EXERCISE AIM
Skip the pictures. Give all the data again exactly.

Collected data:
-.-.-

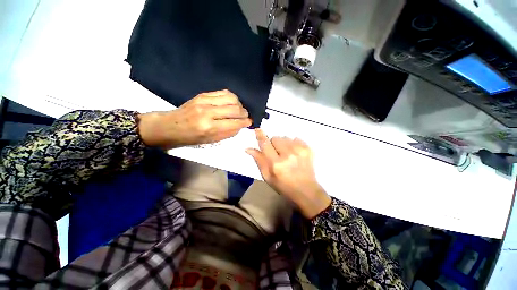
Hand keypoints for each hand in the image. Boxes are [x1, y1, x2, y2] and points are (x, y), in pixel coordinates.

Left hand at [138, 90, 251, 148]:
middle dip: (244, 113)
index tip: (250, 122)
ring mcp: (205, 101)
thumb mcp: (210, 141)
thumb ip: (227, 133)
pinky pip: (223, 92)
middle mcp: (208, 112)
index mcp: (209, 128)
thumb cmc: (191, 137)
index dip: (245, 122)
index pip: (235, 123)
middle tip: (245, 116)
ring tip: (239, 110)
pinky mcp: (203, 95)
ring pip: (231, 98)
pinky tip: (231, 103)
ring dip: (239, 104)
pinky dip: (231, 97)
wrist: (171, 126)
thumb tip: (241, 125)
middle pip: (235, 109)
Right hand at [246, 129, 330, 218]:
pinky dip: (293, 144)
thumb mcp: (267, 176)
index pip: (265, 144)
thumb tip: (248, 148)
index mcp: (276, 164)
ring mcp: (299, 151)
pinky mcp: (308, 149)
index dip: (260, 136)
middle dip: (273, 144)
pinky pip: (296, 138)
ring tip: (287, 154)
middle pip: (275, 138)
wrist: (305, 190)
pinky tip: (295, 153)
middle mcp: (288, 155)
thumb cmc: (283, 185)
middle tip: (276, 153)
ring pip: (285, 138)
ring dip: (283, 144)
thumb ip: (259, 160)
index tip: (258, 129)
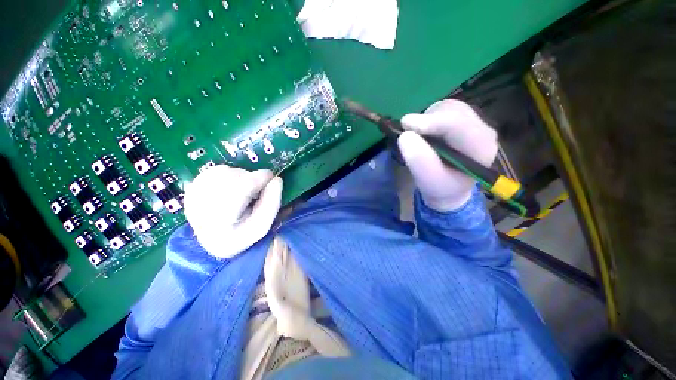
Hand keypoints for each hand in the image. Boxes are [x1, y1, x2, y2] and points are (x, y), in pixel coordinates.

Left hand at [184, 166, 282, 258]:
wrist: (216, 240)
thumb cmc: (244, 233)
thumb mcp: (263, 224)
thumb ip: (272, 202)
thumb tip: (277, 179)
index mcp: (220, 228)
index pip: (240, 191)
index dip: (259, 179)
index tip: (273, 177)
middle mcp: (199, 212)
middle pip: (231, 179)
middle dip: (250, 179)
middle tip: (256, 190)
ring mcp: (192, 199)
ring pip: (223, 172)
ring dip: (240, 177)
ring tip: (243, 193)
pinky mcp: (190, 190)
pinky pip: (214, 171)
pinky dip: (228, 176)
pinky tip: (231, 189)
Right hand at [397, 100, 498, 211]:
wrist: (449, 187)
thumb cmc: (441, 187)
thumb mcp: (428, 180)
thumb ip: (418, 160)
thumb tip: (405, 135)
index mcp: (481, 147)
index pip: (459, 125)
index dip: (432, 121)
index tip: (406, 125)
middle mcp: (482, 130)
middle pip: (453, 111)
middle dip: (427, 119)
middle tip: (407, 131)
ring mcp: (473, 122)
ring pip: (447, 107)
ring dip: (427, 118)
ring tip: (417, 135)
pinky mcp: (463, 119)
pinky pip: (443, 109)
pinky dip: (428, 118)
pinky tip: (425, 132)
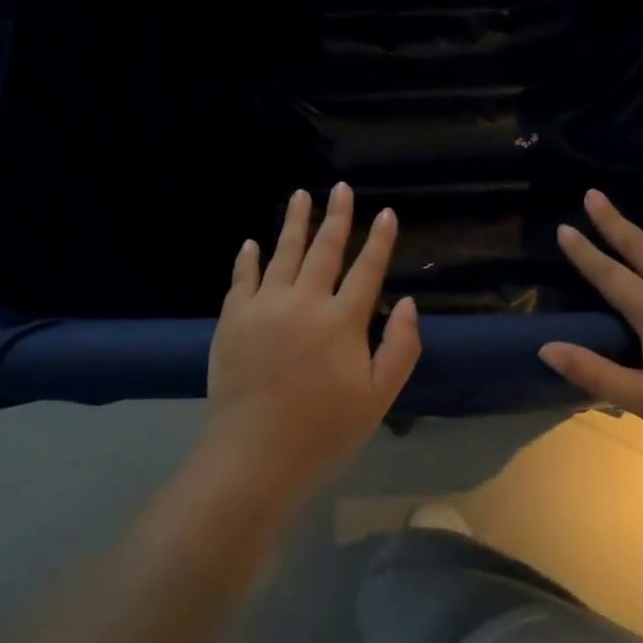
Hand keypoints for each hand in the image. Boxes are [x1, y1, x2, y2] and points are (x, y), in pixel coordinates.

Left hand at [203, 183, 421, 510]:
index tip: (385, 212)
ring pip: (282, 253)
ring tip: (301, 195)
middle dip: (337, 216)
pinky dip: (248, 259)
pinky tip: (251, 243)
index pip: (367, 269)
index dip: (379, 240)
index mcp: (343, 321)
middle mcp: (305, 301)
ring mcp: (264, 306)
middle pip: (324, 250)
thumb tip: (410, 303)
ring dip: (294, 222)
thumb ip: (400, 348)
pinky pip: (241, 279)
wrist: (255, 454)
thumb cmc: (324, 430)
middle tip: (341, 188)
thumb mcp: (378, 397)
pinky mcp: (232, 319)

-.-.-

ANSWER SPACE
Hand keypoints for each hand in the image. Boxes are [x1, y1, x2, y2] and points are (x, y), in pixel coordinates.

Left hand at [138, 90, 251, 148]:
middle dip: (244, 113)
index tip: (250, 122)
ring mcp: (205, 101)
thumb mcp: (210, 141)
thumb ip: (227, 133)
pinky pip: (223, 92)
middle mcp: (208, 112)
index mcp: (209, 128)
thumb cmc: (191, 137)
index dip: (245, 122)
index pip: (235, 123)
middle tip: (245, 116)
ring tip: (239, 110)
pinky mcp: (203, 95)
ring pip: (231, 98)
pinky tip: (231, 103)
ring dip: (239, 104)
pinky dip: (231, 97)
wrist: (171, 126)
thumb tip: (241, 125)
middle pip: (235, 109)
Right hand at [246, 129, 330, 218]:
pinky dip: (293, 144)
thumb mcp: (267, 176)
index pip: (265, 144)
thumb tip: (248, 148)
index mcp: (276, 164)
ring mcp: (299, 151)
pinky mcp: (308, 149)
index dip: (260, 136)
middle dip: (273, 144)
pinky pip: (296, 138)
ring tip: (287, 154)
middle pip: (275, 138)
wrist: (305, 190)
pinky tip: (295, 153)
middle mcp: (288, 155)
thumb cmc: (283, 185)
middle tip: (276, 153)
ring pip: (285, 138)
ring dip: (283, 144)
thumb ip: (259, 160)
index tip: (258, 129)
Hand keypoints for each hand in the image. Boxes are [x1, y1, x2, y2] and points are (x, y), in pixel coordinates.

Left hand at [184, 166, 282, 258]:
wrist: (216, 240)
thumb cmc: (244, 233)
thumb mcp: (263, 224)
thumb ip: (272, 202)
thumb tip: (277, 179)
index mcp: (220, 228)
index pip: (240, 191)
index dip: (259, 179)
index tip: (273, 177)
middle mcp: (199, 212)
middle pip: (231, 179)
middle dip: (250, 179)
middle tip: (256, 190)
ring mcp: (192, 199)
ring pip: (223, 172)
ring dip: (240, 177)
ring tip: (243, 193)
pinky mcp: (190, 190)
pinky pip: (214, 171)
pinky dip: (228, 176)
pinky tip: (231, 189)
Right hand at [397, 100, 498, 211]:
wrist: (449, 187)
thumb cmc: (441, 187)
thumb mcp: (428, 180)
thumb ip: (418, 160)
thumb tip: (405, 135)
index mcp: (481, 147)
index pip: (459, 125)
index dip: (432, 121)
index tip: (406, 125)
middle mcp: (482, 130)
middle pip: (453, 111)
middle dip: (427, 119)
middle tip: (407, 131)
ring mcp: (473, 122)
ring pip: (447, 107)
ring dip: (427, 118)
ring tip: (417, 135)
pinky mcp: (463, 119)
pinky pip: (443, 109)
pinky dip: (428, 118)
pinky tip: (425, 132)
Hand keypoints for each hand in the image. Boxes are [x1, y1, x2, y2] and points are (x, y), in pixel coordinates.

Left hand at [203, 183, 421, 510]:
index tip: (385, 212)
ring pip: (282, 253)
ring tip: (301, 195)
middle dip: (337, 216)
pinky dip: (248, 259)
pinky tip: (251, 243)
index pip: (367, 269)
index dip: (379, 240)
index mcp: (343, 321)
middle mcp: (305, 301)
ring mcp: (264, 306)
middle pip: (324, 250)
thumb tip: (410, 303)
ring dip: (294, 222)
thumb ip: (400, 348)
pinky pip: (241, 279)
wrist: (255, 454)
thumb cmc: (324, 430)
middle tip: (341, 188)
thumb mcp: (378, 397)
pinky mcp: (232, 319)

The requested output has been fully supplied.